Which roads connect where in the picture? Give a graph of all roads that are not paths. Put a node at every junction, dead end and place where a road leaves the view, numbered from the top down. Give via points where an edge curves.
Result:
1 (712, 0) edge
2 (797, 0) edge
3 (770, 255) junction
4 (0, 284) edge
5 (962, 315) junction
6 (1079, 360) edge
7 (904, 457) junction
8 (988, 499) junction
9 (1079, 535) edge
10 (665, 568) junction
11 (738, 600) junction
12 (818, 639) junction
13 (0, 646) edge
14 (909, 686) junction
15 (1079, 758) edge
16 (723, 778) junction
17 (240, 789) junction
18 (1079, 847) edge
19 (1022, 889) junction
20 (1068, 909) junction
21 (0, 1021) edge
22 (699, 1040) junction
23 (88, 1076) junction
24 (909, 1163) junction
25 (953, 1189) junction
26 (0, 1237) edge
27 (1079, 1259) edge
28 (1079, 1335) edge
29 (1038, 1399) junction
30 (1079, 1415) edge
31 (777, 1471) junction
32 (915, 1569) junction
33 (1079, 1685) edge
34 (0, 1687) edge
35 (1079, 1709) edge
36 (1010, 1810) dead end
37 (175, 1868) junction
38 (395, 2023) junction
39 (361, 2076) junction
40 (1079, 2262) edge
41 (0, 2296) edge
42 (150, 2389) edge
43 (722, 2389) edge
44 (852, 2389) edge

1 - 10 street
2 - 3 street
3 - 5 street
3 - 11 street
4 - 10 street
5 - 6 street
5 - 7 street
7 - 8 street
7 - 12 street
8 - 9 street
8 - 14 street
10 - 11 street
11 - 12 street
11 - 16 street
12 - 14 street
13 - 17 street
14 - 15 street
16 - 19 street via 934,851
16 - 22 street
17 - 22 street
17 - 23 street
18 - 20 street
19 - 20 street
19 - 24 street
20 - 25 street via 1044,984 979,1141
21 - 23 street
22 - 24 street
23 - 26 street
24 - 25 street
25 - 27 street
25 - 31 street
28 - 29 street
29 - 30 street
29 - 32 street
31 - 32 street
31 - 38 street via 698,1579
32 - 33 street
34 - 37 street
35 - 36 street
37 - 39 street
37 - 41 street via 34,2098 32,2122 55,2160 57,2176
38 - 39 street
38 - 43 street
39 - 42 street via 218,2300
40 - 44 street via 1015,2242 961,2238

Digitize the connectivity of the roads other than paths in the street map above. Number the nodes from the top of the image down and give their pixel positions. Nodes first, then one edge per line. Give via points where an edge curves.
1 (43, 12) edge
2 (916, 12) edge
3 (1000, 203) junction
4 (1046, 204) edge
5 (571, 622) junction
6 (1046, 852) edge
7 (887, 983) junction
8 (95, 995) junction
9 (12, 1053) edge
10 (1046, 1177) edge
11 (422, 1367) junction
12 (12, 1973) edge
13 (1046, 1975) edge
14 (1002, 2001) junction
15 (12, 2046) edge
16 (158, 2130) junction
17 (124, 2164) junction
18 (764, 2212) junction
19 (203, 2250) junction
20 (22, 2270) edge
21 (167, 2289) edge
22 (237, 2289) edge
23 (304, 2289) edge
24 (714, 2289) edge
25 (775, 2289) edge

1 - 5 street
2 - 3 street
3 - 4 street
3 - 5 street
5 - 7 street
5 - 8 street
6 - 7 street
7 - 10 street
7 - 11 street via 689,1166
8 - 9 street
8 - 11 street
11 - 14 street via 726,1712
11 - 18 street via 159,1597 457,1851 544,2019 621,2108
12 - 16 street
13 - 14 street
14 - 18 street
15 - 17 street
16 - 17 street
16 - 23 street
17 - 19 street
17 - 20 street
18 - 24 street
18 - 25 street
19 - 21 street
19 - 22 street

• WHAT YOU NEED TO DO
Return all of the data exactly as it reads.

• FINAL ANSWER
Which roads connect where in the picture? Give a graph of all roads that are not paths. Put a node at every junction, dead end and place where a road leaves the view, numbered from the top down. Give via points where an edge curves.
Result:
1 (712, 0) edge
2 (797, 0) edge
3 (770, 255) junction
4 (0, 284) edge
5 (962, 315) junction
6 (1079, 360) edge
7 (904, 457) junction
8 (988, 499) junction
9 (1079, 535) edge
10 (665, 568) junction
11 (738, 600) junction
12 (818, 639) junction
13 (0, 646) edge
14 (909, 686) junction
15 (1079, 758) edge
16 (723, 778) junction
17 (240, 789) junction
18 (1079, 847) edge
19 (1022, 889) junction
20 (1068, 909) junction
21 (0, 1021) edge
22 (699, 1040) junction
23 (88, 1076) junction
24 (909, 1163) junction
25 (953, 1189) junction
26 (0, 1237) edge
27 (1079, 1259) edge
28 (1079, 1335) edge
29 (1038, 1399) junction
30 (1079, 1415) edge
31 (777, 1471) junction
32 (915, 1569) junction
33 (1079, 1685) edge
34 (0, 1687) edge
35 (1079, 1709) edge
36 (1010, 1810) dead end
37 (175, 1868) junction
38 (395, 2023) junction
39 (361, 2076) junction
40 (1079, 2262) edge
41 (0, 2296) edge
42 (150, 2389) edge
43 (722, 2389) edge
44 (852, 2389) edge

1 - 10 street
2 - 3 street
3 - 5 street
3 - 11 street
4 - 10 street
5 - 6 street
5 - 7 street
7 - 8 street
7 - 12 street
8 - 9 street
8 - 14 street
10 - 11 street
11 - 12 street
11 - 16 street
12 - 14 street
13 - 17 street
14 - 15 street
16 - 19 street via 934,851
16 - 22 street
17 - 22 street
17 - 23 street
18 - 20 street
19 - 20 street
19 - 24 street
20 - 25 street via 1044,984 979,1141
21 - 23 street
22 - 24 street
23 - 26 street
24 - 25 street
25 - 27 street
25 - 31 street
28 - 29 street
29 - 30 street
29 - 32 street
31 - 32 street
31 - 38 street via 698,1579
32 - 33 street
34 - 37 street
35 - 36 street
37 - 39 street
37 - 41 street via 34,2098 32,2122 55,2160 57,2176
38 - 39 street
38 - 43 street
39 - 42 street via 218,2300
40 - 44 street via 1015,2242 961,2238

Digitize the connectivity of the roads other than paths in the street map above. Number the nodes from the top of the image down and give their pixel positions. Nodes first, then one edge per line. Give via points where an edge curves.
1 (43, 12) edge
2 (916, 12) edge
3 (1000, 203) junction
4 (1046, 204) edge
5 (571, 622) junction
6 (1046, 852) edge
7 (887, 983) junction
8 (95, 995) junction
9 (12, 1053) edge
10 (1046, 1177) edge
11 (422, 1367) junction
12 (12, 1973) edge
13 (1046, 1975) edge
14 (1002, 2001) junction
15 (12, 2046) edge
16 (158, 2130) junction
17 (124, 2164) junction
18 (764, 2212) junction
19 (203, 2250) junction
20 (22, 2270) edge
21 (167, 2289) edge
22 (237, 2289) edge
23 (304, 2289) edge
24 (714, 2289) edge
25 (775, 2289) edge

1 - 5 street
2 - 3 street
3 - 4 street
3 - 5 street
5 - 7 street
5 - 8 street
6 - 7 street
7 - 10 street
7 - 11 street via 689,1166
8 - 9 street
8 - 11 street
11 - 14 street via 726,1712
11 - 18 street via 159,1597 457,1851 544,2019 621,2108
12 - 16 street
13 - 14 street
14 - 18 street
15 - 17 street
16 - 17 street
16 - 23 street
17 - 19 street
17 - 20 street
18 - 24 street
18 - 25 street
19 - 21 street
19 - 22 street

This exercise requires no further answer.